Startup hotbeds like San Jose are seeing higher shares of million-dollar home values than the rest of the country, while rust belt cities seem to be lagging behind. LendingTree collected data from over 150 million U.S. homes and ranked the top 50 cities by homes valued at or above $1 million.
Although many startups may never get off the ground or lack large investment pools, it’s hard to deny that the ever-changing startup market is contributing to high home values in target areas. In San Jose, over 53 percent of homes are valued above $1 million, the highest in the country. The median housing value is $1,069,000, making it the only city where the median value exceeds $1 million.
In the top five cities with the most homes valued above $1 million, four of them are in California. Behind San Jose, San Francisco’s median home value is $891,000, with more than 40 percent of homes valued above $1 million. After California’s two tech giants, Los Angeles follows in third with a humble 17.2 percent of homes valued above $1 million.
Among the cities with highest shares of million-dollar homes, the top nine are on the coast, while the lowest 10 are either inland or lakeside. The startup age has not been kind to the rustbelt, but California seems to be in a second gold rush, but rather than gold, interns sift through software code.
In other real estate news:
- Toll Brothers has been charged for violating the fair housing act and accused of discriminating against disabled peoples by the U.S. Department of Housing and Urban Development (HUD). The developer’s Long Island City luxury condominiums “lacked safe and accessible routes” for disabled people, HUD told TheRealDeal.
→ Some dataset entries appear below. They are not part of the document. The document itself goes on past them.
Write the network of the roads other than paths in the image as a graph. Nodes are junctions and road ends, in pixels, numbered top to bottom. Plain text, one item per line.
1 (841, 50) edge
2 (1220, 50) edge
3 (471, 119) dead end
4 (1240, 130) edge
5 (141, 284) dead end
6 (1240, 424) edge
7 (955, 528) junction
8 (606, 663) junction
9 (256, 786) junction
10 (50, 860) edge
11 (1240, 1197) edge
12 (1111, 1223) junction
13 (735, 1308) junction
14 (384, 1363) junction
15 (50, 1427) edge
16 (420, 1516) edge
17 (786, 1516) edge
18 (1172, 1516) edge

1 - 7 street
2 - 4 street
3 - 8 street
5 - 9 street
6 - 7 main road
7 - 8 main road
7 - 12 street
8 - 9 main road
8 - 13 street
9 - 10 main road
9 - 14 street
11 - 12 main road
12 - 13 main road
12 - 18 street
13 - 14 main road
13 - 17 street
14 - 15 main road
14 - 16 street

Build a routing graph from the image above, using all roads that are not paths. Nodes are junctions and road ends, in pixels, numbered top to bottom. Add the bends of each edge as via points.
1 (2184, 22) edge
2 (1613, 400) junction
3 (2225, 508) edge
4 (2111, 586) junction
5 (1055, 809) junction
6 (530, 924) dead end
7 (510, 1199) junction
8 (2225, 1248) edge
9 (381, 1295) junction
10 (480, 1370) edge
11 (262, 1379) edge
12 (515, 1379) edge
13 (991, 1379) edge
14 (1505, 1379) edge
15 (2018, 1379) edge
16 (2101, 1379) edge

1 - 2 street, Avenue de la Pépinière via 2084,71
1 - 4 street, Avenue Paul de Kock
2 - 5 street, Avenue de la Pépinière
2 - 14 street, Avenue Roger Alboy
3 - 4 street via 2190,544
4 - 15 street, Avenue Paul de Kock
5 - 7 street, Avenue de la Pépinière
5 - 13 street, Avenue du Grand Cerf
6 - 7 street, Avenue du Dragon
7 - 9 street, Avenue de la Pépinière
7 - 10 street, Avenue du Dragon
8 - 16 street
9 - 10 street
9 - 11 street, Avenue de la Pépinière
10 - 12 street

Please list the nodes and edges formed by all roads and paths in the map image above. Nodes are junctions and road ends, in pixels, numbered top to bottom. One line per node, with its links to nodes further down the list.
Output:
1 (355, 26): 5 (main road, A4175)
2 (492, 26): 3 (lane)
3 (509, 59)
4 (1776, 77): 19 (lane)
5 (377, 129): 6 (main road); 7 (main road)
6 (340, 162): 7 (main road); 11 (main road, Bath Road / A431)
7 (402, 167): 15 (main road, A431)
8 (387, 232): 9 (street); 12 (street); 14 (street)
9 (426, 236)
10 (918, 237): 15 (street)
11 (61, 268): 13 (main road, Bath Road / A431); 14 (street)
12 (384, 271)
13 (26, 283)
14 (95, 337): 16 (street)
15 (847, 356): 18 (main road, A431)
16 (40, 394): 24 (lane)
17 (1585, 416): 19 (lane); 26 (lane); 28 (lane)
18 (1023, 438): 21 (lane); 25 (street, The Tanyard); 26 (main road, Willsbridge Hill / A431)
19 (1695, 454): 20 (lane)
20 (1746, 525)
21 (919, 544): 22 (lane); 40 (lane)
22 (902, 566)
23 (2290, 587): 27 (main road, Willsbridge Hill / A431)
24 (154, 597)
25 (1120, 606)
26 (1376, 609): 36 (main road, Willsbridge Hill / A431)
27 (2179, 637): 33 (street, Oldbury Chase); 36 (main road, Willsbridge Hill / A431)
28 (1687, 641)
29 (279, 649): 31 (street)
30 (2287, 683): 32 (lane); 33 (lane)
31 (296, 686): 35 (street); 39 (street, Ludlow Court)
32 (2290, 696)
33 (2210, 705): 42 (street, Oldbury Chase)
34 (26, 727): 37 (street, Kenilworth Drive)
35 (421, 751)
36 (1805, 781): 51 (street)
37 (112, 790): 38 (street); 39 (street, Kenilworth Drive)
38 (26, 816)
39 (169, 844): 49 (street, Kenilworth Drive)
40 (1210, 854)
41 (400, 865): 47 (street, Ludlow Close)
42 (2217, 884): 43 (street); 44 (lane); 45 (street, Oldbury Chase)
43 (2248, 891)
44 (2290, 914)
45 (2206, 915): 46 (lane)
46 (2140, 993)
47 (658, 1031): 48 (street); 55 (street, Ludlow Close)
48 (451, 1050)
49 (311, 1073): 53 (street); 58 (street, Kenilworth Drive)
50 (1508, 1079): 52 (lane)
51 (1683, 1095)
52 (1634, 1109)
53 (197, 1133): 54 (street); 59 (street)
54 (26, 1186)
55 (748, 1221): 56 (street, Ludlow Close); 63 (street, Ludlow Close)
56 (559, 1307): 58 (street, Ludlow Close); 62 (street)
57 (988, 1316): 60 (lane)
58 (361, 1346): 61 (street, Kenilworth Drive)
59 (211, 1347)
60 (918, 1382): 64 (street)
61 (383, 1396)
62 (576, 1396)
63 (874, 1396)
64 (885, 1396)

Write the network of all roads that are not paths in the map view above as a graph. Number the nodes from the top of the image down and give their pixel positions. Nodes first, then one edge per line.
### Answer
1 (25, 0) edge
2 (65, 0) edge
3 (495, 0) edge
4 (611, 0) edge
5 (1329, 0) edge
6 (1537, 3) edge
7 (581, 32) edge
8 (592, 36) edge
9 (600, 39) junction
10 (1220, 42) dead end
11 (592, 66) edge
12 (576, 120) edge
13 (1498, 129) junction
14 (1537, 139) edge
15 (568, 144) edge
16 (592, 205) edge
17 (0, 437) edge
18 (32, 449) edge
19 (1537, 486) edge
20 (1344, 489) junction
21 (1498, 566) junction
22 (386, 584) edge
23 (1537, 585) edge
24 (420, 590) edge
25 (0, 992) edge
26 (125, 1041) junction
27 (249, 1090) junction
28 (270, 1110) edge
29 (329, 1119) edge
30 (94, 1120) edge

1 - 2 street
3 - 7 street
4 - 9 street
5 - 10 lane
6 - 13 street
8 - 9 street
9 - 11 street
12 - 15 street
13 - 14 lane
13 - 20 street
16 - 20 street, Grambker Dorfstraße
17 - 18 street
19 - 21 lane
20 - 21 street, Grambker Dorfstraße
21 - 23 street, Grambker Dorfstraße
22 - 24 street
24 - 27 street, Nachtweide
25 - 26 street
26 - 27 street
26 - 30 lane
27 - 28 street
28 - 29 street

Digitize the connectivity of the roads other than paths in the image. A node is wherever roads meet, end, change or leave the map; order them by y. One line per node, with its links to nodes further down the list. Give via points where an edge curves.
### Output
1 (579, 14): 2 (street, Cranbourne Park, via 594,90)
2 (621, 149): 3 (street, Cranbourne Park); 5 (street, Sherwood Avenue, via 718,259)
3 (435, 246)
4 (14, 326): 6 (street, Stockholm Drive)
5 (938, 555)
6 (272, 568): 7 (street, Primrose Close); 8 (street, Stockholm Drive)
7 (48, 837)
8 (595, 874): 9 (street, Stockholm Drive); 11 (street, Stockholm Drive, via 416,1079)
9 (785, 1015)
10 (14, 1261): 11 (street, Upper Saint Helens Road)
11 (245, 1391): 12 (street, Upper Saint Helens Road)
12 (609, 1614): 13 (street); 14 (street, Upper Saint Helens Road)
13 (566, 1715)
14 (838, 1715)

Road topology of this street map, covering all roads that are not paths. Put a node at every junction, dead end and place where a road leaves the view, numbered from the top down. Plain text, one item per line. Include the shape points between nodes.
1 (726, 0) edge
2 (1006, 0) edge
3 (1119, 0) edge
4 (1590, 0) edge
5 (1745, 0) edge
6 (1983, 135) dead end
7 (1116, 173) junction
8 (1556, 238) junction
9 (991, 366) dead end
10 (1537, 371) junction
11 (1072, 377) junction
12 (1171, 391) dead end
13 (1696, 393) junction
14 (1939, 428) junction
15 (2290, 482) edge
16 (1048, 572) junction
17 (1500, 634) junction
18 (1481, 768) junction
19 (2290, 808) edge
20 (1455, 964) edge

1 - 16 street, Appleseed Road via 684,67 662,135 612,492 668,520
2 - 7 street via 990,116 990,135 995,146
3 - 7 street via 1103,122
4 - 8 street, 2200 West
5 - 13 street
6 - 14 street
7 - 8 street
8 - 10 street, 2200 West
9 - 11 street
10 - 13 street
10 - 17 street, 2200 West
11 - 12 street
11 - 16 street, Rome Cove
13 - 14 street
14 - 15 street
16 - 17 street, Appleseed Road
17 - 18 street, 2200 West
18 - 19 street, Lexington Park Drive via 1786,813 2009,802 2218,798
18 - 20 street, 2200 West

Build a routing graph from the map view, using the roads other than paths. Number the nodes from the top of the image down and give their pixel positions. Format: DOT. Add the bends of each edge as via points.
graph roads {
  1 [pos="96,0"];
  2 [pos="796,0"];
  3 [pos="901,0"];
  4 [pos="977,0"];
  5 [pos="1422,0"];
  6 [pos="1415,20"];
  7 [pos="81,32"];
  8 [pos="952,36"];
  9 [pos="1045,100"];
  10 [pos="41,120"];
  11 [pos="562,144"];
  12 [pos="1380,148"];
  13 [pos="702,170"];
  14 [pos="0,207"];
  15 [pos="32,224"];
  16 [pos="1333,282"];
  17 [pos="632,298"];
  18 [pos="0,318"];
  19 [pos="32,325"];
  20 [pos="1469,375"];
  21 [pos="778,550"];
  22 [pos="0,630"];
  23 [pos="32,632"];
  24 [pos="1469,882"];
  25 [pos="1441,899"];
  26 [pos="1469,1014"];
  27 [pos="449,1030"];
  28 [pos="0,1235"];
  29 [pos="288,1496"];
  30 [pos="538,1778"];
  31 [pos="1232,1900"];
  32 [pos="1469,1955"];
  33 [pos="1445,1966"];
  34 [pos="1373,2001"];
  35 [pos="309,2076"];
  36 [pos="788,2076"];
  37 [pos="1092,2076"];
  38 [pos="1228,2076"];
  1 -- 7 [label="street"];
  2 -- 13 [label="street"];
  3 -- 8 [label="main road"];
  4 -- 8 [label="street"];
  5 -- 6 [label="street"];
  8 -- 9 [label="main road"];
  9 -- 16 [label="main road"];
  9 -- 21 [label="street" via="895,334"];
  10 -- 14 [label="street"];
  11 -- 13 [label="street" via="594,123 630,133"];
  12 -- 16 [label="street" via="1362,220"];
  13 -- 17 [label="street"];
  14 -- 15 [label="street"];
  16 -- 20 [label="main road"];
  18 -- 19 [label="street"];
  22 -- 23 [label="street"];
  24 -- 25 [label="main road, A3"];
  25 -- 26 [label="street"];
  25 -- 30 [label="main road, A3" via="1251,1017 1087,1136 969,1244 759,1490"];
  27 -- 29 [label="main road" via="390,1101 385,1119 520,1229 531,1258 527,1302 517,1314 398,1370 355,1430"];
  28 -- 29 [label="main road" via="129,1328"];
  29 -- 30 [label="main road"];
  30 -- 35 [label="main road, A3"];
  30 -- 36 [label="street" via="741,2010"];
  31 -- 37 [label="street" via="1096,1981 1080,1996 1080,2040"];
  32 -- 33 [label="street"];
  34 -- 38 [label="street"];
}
Charged alongside the Toll Brothers is Henry T. O’Hara Jr., the architect, and Sordoni Construction, the construction company.
- The U.S. Department of Justice announced the repeal of 24 guidance documents, some of which highlight the severity and illegality of housing discrimination. With these documents removed, it will be more difficult to find information on the federal protection of racial discrimination in the housing market and the laws preventing it.
- Local Market Monitor identified 25 cities with the potential to experience a housing market boom. To be in a potential market boom, the housing prices need to be at least 15 percent greater than the “income price,” meaning the value of homes rise disproportionately above income levels. Denver’s metric is 47 percent, placing it at the top of the list. With no boom markets since 2008, it’s possible that some of these cities are well on their way to a housing boom.